* _Required action_: Scan the following material for the string "roads" and copy each line in which it appears.

[Records supplied]

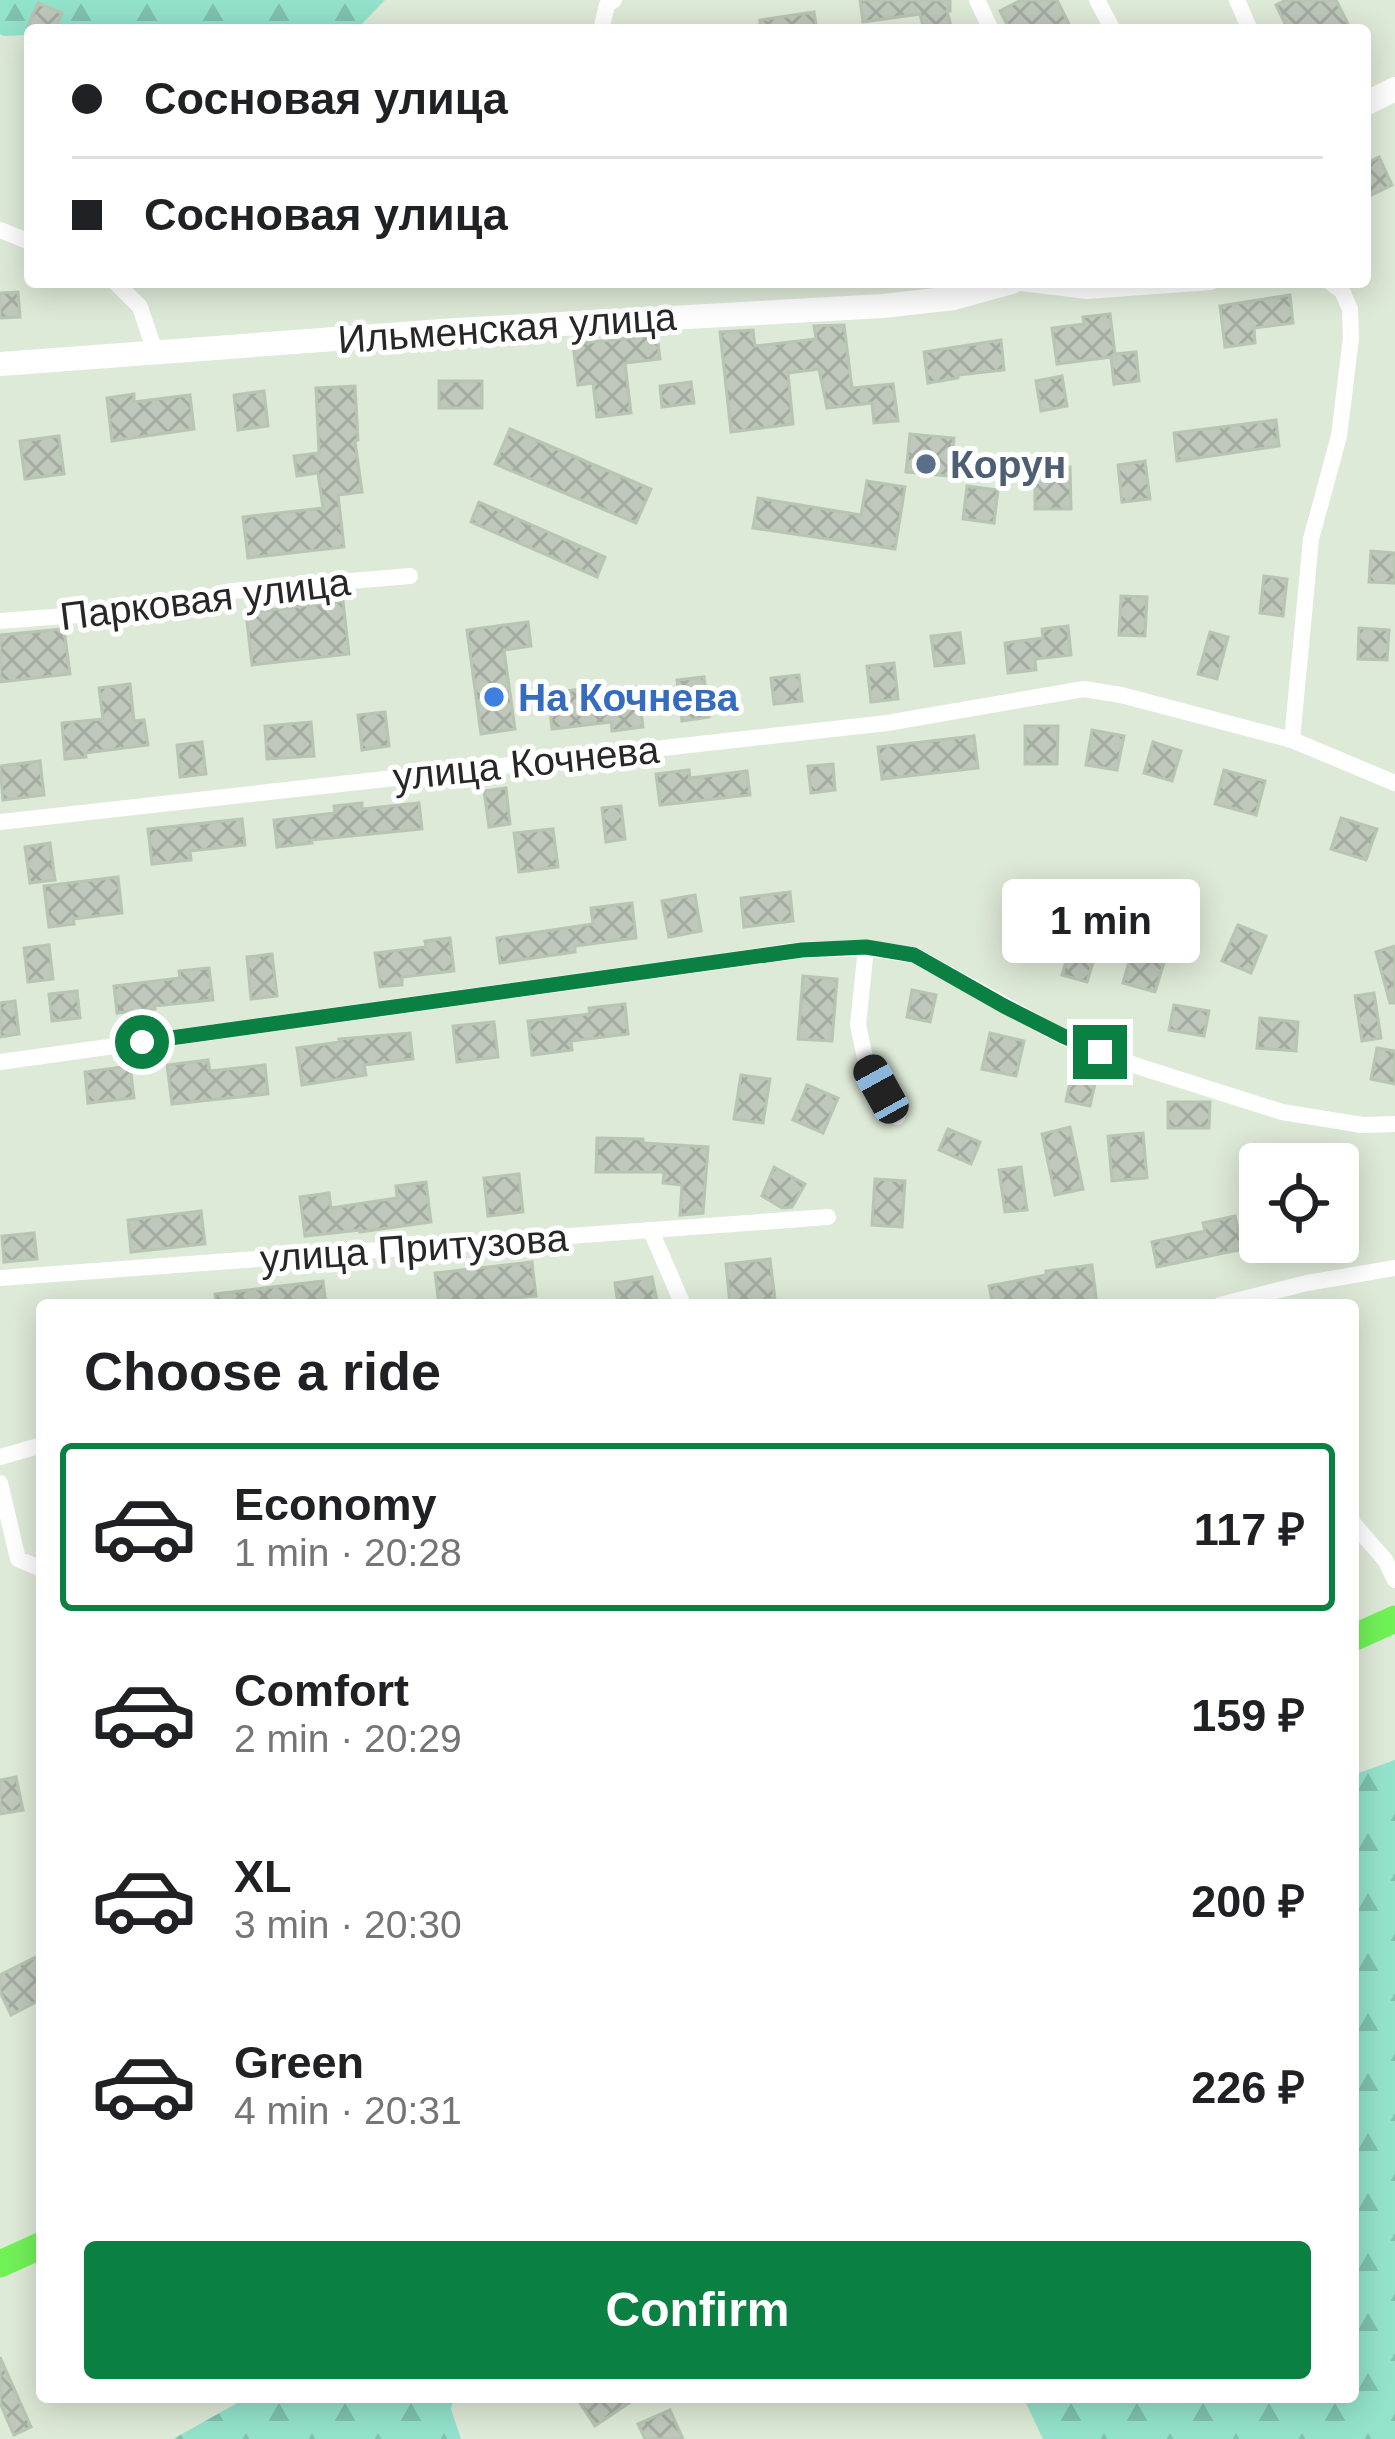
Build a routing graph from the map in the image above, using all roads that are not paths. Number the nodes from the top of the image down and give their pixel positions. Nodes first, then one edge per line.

[/Records supplied]
[Records supplied]

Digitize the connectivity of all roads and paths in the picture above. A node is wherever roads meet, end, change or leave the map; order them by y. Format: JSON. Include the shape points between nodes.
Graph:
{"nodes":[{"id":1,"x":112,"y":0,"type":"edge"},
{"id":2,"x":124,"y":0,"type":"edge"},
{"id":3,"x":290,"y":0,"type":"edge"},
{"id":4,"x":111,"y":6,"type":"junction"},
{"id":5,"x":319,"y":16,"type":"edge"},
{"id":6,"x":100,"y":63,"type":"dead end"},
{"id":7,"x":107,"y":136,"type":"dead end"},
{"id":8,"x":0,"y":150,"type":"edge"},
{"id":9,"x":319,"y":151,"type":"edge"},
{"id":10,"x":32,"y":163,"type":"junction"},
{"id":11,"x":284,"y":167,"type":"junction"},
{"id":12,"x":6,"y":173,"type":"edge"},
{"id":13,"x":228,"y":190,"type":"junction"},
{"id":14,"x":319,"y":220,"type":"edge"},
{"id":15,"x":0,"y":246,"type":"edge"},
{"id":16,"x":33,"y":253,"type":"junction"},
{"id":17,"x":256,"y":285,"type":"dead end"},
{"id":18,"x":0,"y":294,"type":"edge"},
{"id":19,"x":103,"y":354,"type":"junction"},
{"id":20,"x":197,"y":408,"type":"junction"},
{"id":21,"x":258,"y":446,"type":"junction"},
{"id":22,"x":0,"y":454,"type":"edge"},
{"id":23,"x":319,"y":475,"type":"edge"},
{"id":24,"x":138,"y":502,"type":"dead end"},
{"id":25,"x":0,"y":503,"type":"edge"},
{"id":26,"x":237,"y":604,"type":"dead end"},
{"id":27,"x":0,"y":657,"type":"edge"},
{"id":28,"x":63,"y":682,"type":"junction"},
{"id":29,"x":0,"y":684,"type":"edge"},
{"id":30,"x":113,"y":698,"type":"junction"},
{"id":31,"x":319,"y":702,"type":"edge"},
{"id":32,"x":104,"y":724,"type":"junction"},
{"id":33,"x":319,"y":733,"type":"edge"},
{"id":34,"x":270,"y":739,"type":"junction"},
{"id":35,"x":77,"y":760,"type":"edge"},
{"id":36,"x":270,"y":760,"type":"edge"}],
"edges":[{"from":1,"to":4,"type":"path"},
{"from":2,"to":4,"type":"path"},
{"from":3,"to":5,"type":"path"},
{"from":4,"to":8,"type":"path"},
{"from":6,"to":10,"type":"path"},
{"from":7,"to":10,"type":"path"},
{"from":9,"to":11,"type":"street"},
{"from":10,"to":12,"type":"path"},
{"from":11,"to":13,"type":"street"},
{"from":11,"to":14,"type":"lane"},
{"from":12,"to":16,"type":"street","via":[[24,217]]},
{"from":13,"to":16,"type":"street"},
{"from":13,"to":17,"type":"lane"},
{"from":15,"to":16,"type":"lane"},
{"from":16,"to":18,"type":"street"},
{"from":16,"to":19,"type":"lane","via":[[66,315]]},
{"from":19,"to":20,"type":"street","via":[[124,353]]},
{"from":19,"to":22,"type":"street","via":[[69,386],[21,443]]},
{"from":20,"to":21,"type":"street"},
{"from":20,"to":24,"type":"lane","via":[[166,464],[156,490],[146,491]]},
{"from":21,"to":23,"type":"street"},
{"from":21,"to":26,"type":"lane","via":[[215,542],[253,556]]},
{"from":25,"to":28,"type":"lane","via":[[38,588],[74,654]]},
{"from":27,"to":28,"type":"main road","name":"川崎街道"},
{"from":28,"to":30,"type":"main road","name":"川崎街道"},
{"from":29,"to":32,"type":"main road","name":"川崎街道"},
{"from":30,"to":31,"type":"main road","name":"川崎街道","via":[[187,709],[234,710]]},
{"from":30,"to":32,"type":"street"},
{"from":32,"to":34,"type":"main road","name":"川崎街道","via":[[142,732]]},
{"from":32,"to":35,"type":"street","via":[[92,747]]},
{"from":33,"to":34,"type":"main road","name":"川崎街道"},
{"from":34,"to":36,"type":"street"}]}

[/Records supplied]

* _Exercise response_:
Build a routing graph from the map in the image above, using all roads that are not paths. Number the nodes from the top of the image down and give their pixel positions. Nodes first, then one edge per line.
Digitize the connectivity of all roads and paths in the picture above. A node is wherever roads meet, end, change or leave the map; order them by y. Format: JSON. Include the shape points between nodes.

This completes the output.